As my children became more independent, Saeed began encouraging me to re-enter the workforce. The thought piqued my interest, but I was reluctant. So many years spent raising my kids made me doubt my ability to succeed at anything else. But my husband knew I had been a successful salesperson throughout my early adult life. I took his encouragement seriously; Saeed had established a real estate brokerage in Beverly Hills, and he was a formidable judge of character.

In 1988, I took the plunge, passed the exam, and became a licensed broker. Since then, I’ve moved forward with the same determination that pushed my husband and me to drive from Buffalo to San Diego 14 hours at a time. I’m thankful that my husband motivated me to become a broker. As a result, real estate has become one of my life’s passions.

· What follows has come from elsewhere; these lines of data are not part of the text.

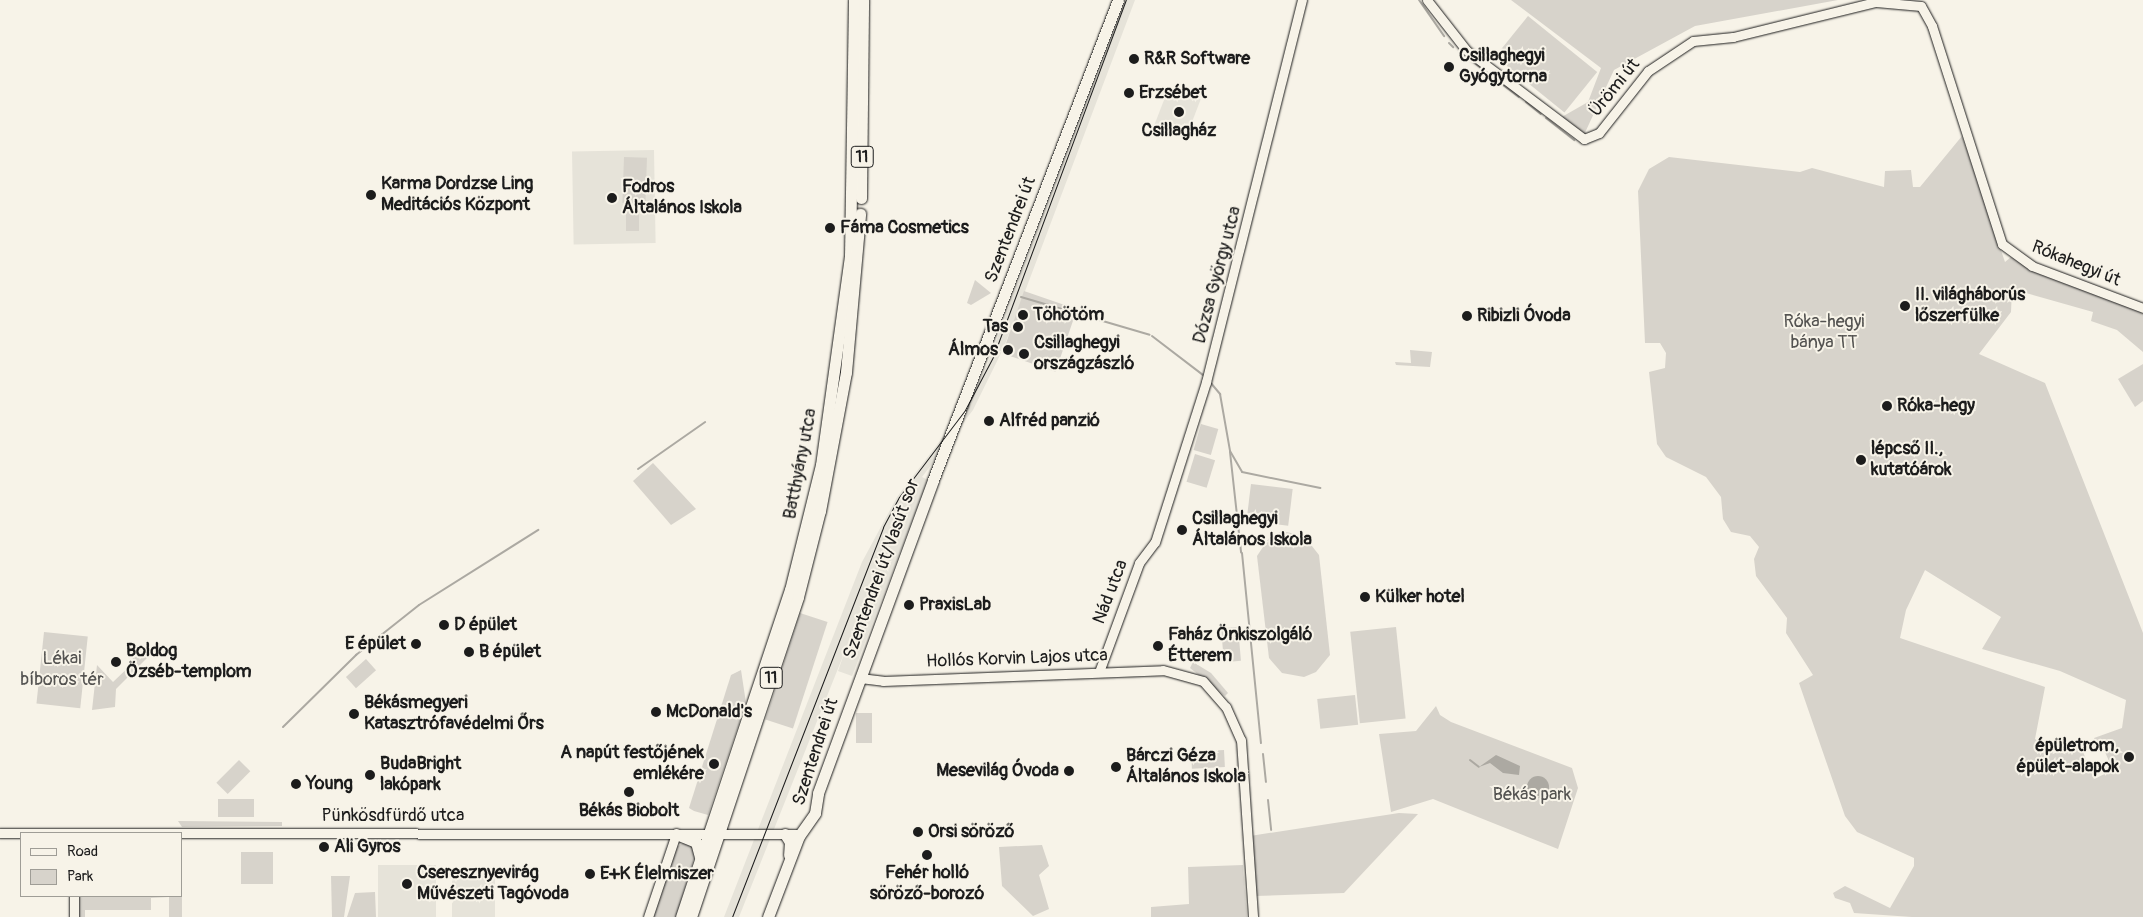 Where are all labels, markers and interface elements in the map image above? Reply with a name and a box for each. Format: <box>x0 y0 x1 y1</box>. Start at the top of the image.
place label: Csillaghegyi Gyógytorna <box>1459 46 1547 88</box>
place label: R&R Software <box>1144 48 1250 70</box>
marker: R&R Software <box>1128 53 1140 65</box>
street label: Ürömi út <box>1585 55 1645 121</box>
marker: Csillaghegyi Gyógytorna <box>1443 61 1455 73</box>
place label: Erzsébet <box>1139 82 1207 104</box>
marker: Erzsébet <box>1123 87 1135 99</box>
marker: Csillagház <box>1173 106 1185 118</box>
place label: Csillagház <box>1142 120 1216 142</box>
road number: 11 <box>850 144 874 170</box>
place label: Karma Dordzse Ling Meditációs Központ <box>381 174 533 216</box>
street label: Szentendrei út <box>981 174 1041 286</box>
place label: Fodros Általános Iskola <box>622 177 742 220</box>
marker: Karma Dordzse Ling Meditációs Központ <box>365 189 377 201</box>
marker: Fodros Általános Iskola <box>606 192 618 204</box>
street label: Dózsa György utca <box>1189 204 1247 346</box>
place label: Fáma Cosmetics <box>840 217 969 239</box>
marker: Fáma Cosmetics <box>824 222 836 234</box>
street label: Rókahegyi út <box>2028 236 2124 292</box>
place label: II. világháborús lőszerfülke <box>1915 285 2025 328</box>
marker: II. világháborús lőszerfülke <box>1899 300 1911 312</box>
place label: Töhötöm <box>1033 304 1104 326</box>
place label: Ribizli Óvoda <box>1477 305 1571 327</box>
marker: Töhötöm <box>1017 309 1029 321</box>
marker: Ribizli Óvoda <box>1461 310 1473 322</box>
park label: Róka-hegyi bánya TT <box>1783 312 1865 354</box>
place label: Tas <box>983 316 1008 338</box>
marker: Tas <box>1012 321 1024 333</box>
place label: Csillaghegyi országzászló <box>1034 333 1134 376</box>
place label: Álmos <box>948 339 998 361</box>
marker: Álmos <box>1002 344 1014 356</box>
marker: Csillaghegyi országzászló <box>1018 348 1030 360</box>
place label: Róka-hegy <box>1897 395 1975 417</box>
marker: Róka-hegy <box>1881 400 1893 412</box>
street label: Batthyány utca <box>780 407 822 521</box>
place label: Alfréd panzió <box>999 410 1100 432</box>
marker: Alfréd panzió <box>983 415 995 427</box>
place label: lépcső II., kutatóárok <box>1871 439 1951 482</box>
marker: lépcső II., kutatóárok <box>1855 454 1867 466</box>
street label: Szentendrei út/Vasút sor <box>839 476 925 662</box>
place label: Csillaghegyi Általános Iskola <box>1192 509 1312 552</box>
marker: Csillaghegyi Általános Iskola <box>1176 524 1188 536</box>
street label: Nád utca <box>1089 557 1133 627</box>
place label: Külker hotel <box>1375 586 1465 608</box>
marker: Külker hotel <box>1359 591 1371 603</box>
place label: PraxisLab <box>919 594 991 616</box>
marker: PraxisLab <box>903 599 915 611</box>
place label: D épület <box>454 614 517 636</box>
marker: D épület <box>438 619 450 631</box>
place label: Faház Önkiszolgáló Étterem <box>1168 625 1312 668</box>
place label: E épület <box>345 633 406 655</box>
marker: E épület <box>410 638 422 650</box>
marker: Faház Önkiszolgáló Étterem <box>1152 640 1164 652</box>
place label: Boldog Özséb-templom <box>126 641 251 684</box>
place label: B épület <box>479 641 541 663</box>
street label: Hollós Korvin Lajos utca <box>926 645 1108 673</box>
marker: B épület <box>463 646 475 658</box>
park label: Lékai bíboros tér <box>20 649 104 692</box>
marker: Boldog Özséb-templom <box>110 656 122 668</box>
road number: 11 <box>758 664 784 691</box>
place label: Békásmegyeri Katasztrófavédelmi Őrs <box>364 693 544 736</box>
street label: Szentendrei út <box>788 695 844 809</box>
place label: McDonald's <box>666 701 752 723</box>
marker: McDonald's <box>650 706 662 718</box>
marker: Békásmegyeri Katasztrófavédelmi Őrs <box>348 708 360 720</box>
place label: épületrom, épület-alapok <box>2017 736 2119 779</box>
place label: A napút festőjének emlékére <box>560 743 704 786</box>
place label: Bárczi Géza Általános Iskola <box>1126 746 1246 789</box>
marker: épületrom, épület-alapok <box>2123 751 2135 763</box>
place label: BudaBright lakópark <box>380 754 461 796</box>
marker: A napút festőjének emlékére <box>708 758 720 770</box>
place label: Mesevilág Óvoda <box>936 760 1059 782</box>
marker: Bárczi Géza Általános Iskola <box>1110 761 1122 773</box>
marker: Mesevilág Óvoda <box>1063 765 1075 777</box>
marker: BudaBright lakópark <box>364 769 376 781</box>
place label: Young <box>306 773 353 795</box>
marker: Young <box>290 778 302 790</box>
park label: Békás park <box>1493 784 1571 806</box>
marker: Békás Biobolt <box>623 786 635 798</box>
place label: Békás Biobolt <box>579 800 679 822</box>
street label: Pünkösdfürdő utca <box>322 805 464 827</box>
place label: Orsi söröző <box>928 821 1014 843</box>
marker: Orsi söröző <box>912 826 924 838</box>
legend <box>20 832 182 897</box>
place label: Ali Gyros <box>334 836 400 858</box>
marker: Ali Gyros <box>318 841 330 853</box>
text: Road <box>67 842 98 861</box>
marker: Fehér holló söröző-borozó <box>921 849 933 861</box>
place label: Cseresznyevirág Művészeti Tagóvoda <box>417 863 569 906</box>
place label: E+K Élelmiszer <box>600 863 714 885</box>
place label: Fehér holló söröző-borozó <box>870 863 984 906</box>
text: Park <box>67 867 93 886</box>
marker: E+K Élelmiszer <box>584 868 596 880</box>
marker: Cseresznyevirág Művészeti Tagóvoda <box>401 878 413 890</box>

Throughout these pages, you’ll read about the experiences that shaped my career and what I’ve learned during my nearly 20 years in this business. I’ve had my share of disappointments, but the lessons I’ve learned from my setbacks have made me wonder whether there’s such a thing as a bad experience. Based on that perspective, I can confidently say that my successes far outweigh any difficulties, and my accomplishments have greatly surpassed all my expectations.

Whether you’re a mother of three who has never sold a piece of property in your life or a seasoned professional, there’s something in here for you. In this book, you’ll read about my method to success in real estate sales. This business can be complicated, and it will be stressful at times. But how you’ll get there is simple. It starts with these three words: Be an expert.